WHAT IS NEEDED :: Copy out each line of the data that holds the word "pinky".

DATASET ENTRIES ::
..........

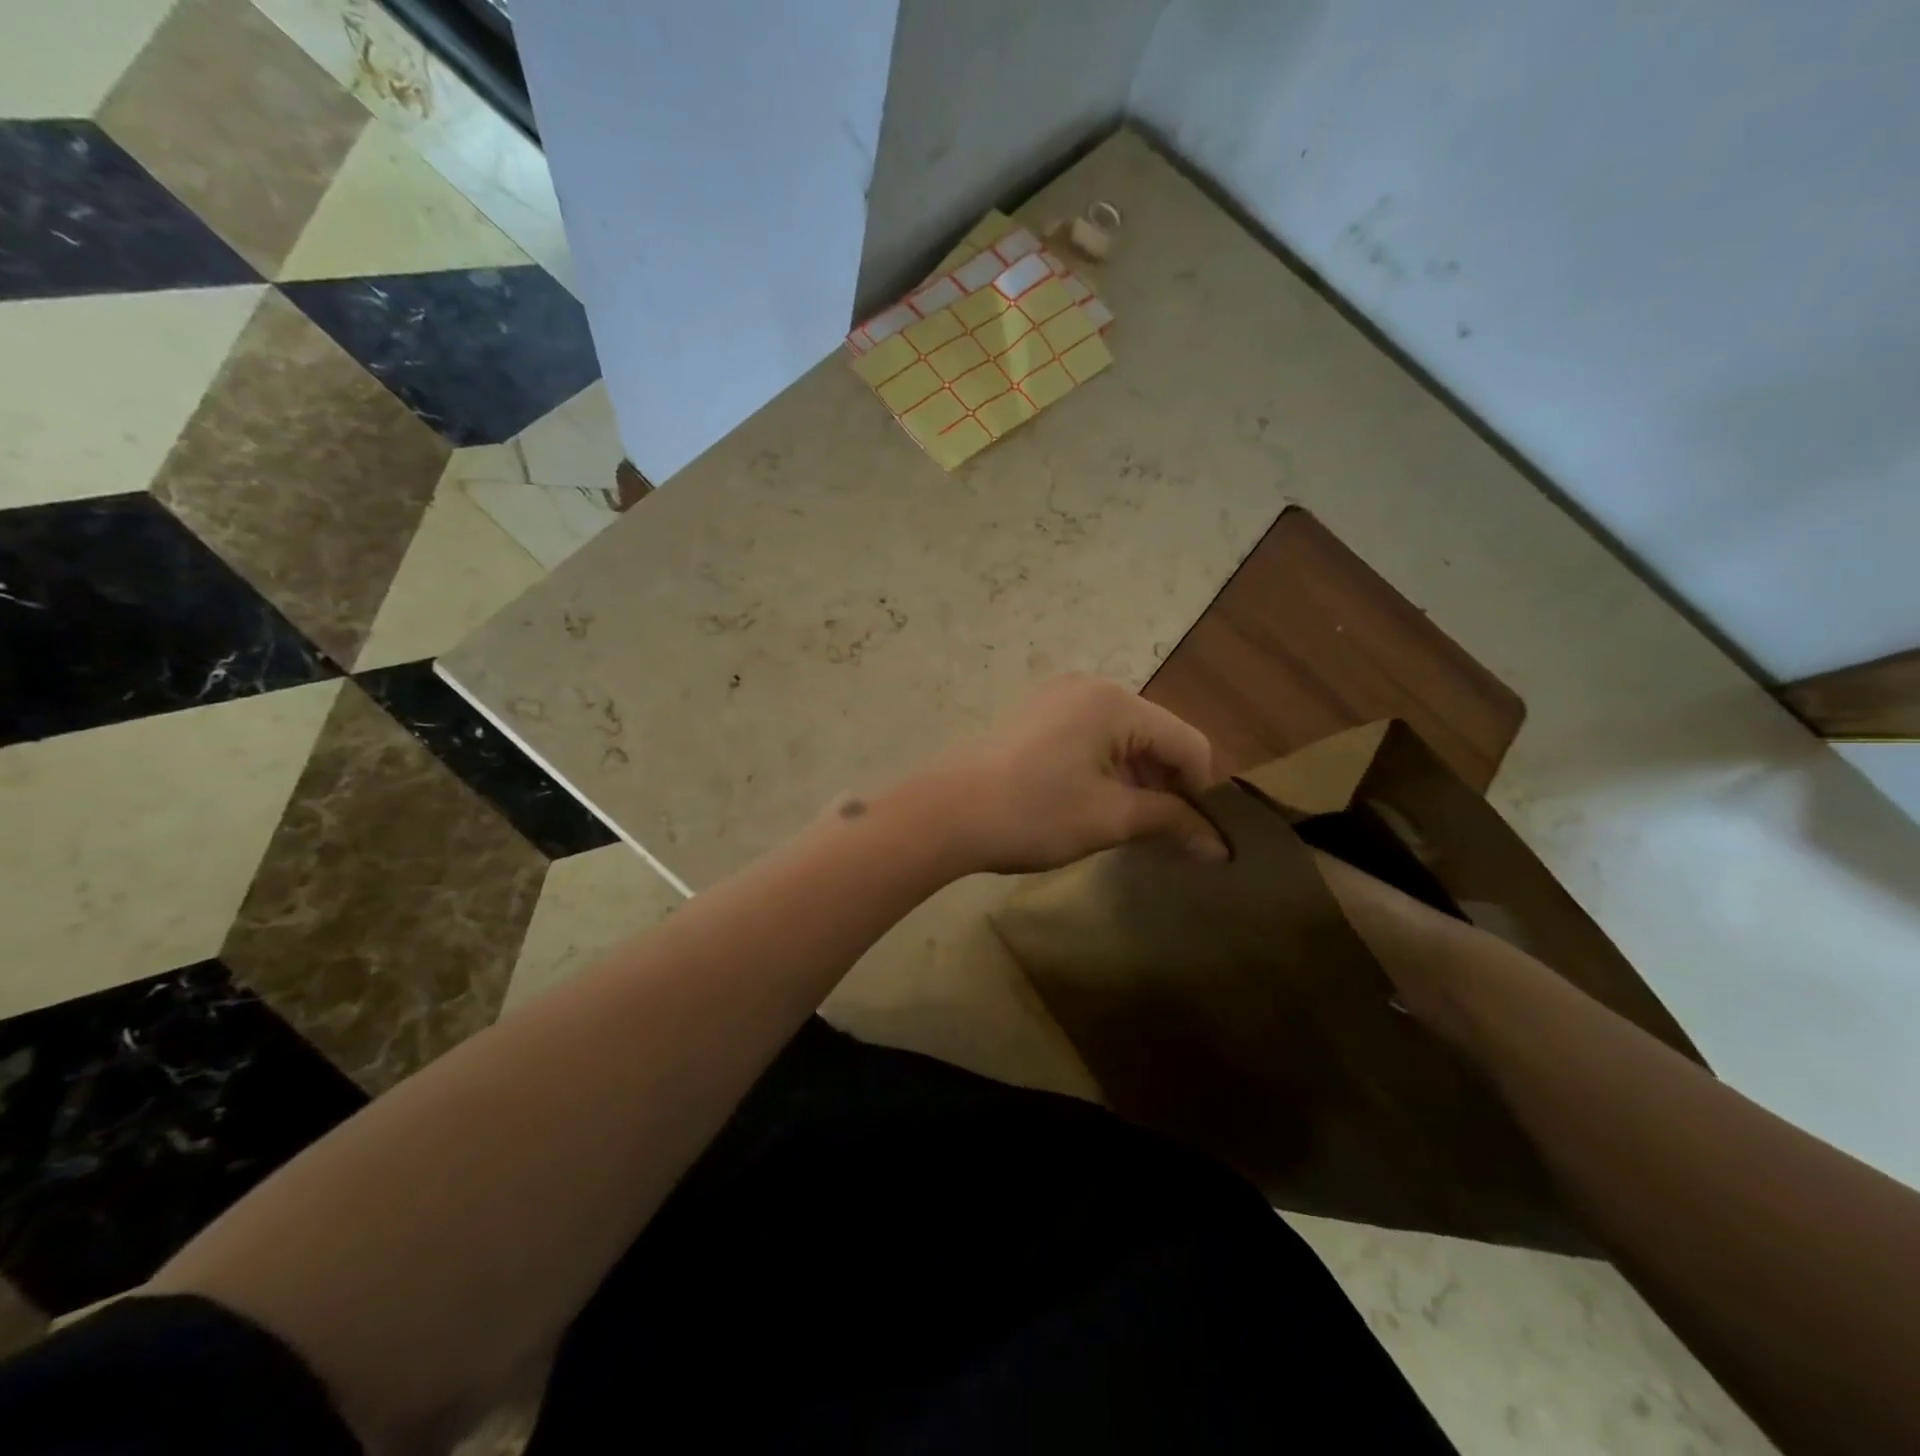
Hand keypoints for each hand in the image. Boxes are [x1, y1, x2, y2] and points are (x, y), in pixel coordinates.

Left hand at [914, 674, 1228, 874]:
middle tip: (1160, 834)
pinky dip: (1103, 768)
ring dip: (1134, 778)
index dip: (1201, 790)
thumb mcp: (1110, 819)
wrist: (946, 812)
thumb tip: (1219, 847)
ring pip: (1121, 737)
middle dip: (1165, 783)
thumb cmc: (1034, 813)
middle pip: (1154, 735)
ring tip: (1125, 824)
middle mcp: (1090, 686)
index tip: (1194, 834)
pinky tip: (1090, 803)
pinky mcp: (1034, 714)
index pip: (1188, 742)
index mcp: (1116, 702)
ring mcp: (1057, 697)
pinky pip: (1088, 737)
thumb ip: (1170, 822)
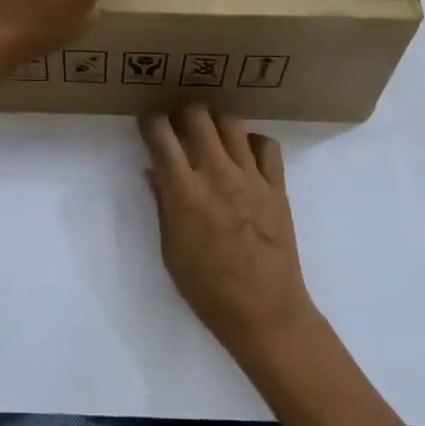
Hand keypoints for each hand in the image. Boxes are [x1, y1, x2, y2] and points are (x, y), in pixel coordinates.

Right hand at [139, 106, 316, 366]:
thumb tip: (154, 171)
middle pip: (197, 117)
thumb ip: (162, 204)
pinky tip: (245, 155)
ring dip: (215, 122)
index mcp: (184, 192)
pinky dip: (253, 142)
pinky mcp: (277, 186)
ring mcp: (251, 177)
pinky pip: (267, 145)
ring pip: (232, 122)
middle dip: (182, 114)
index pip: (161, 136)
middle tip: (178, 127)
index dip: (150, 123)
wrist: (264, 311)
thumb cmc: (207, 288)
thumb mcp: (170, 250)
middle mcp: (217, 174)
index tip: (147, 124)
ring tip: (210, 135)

..........

RESPONSE BOX ::
pinky dip: (1103, 768)
pinky tip: (1090, 803)
pinky mcp: (1034, 714)
pinky pip: (1088, 737)
pinky tip: (245, 155)
pinky dip: (253, 142)
pinky mcp: (277, 186)
pinky pip: (267, 145)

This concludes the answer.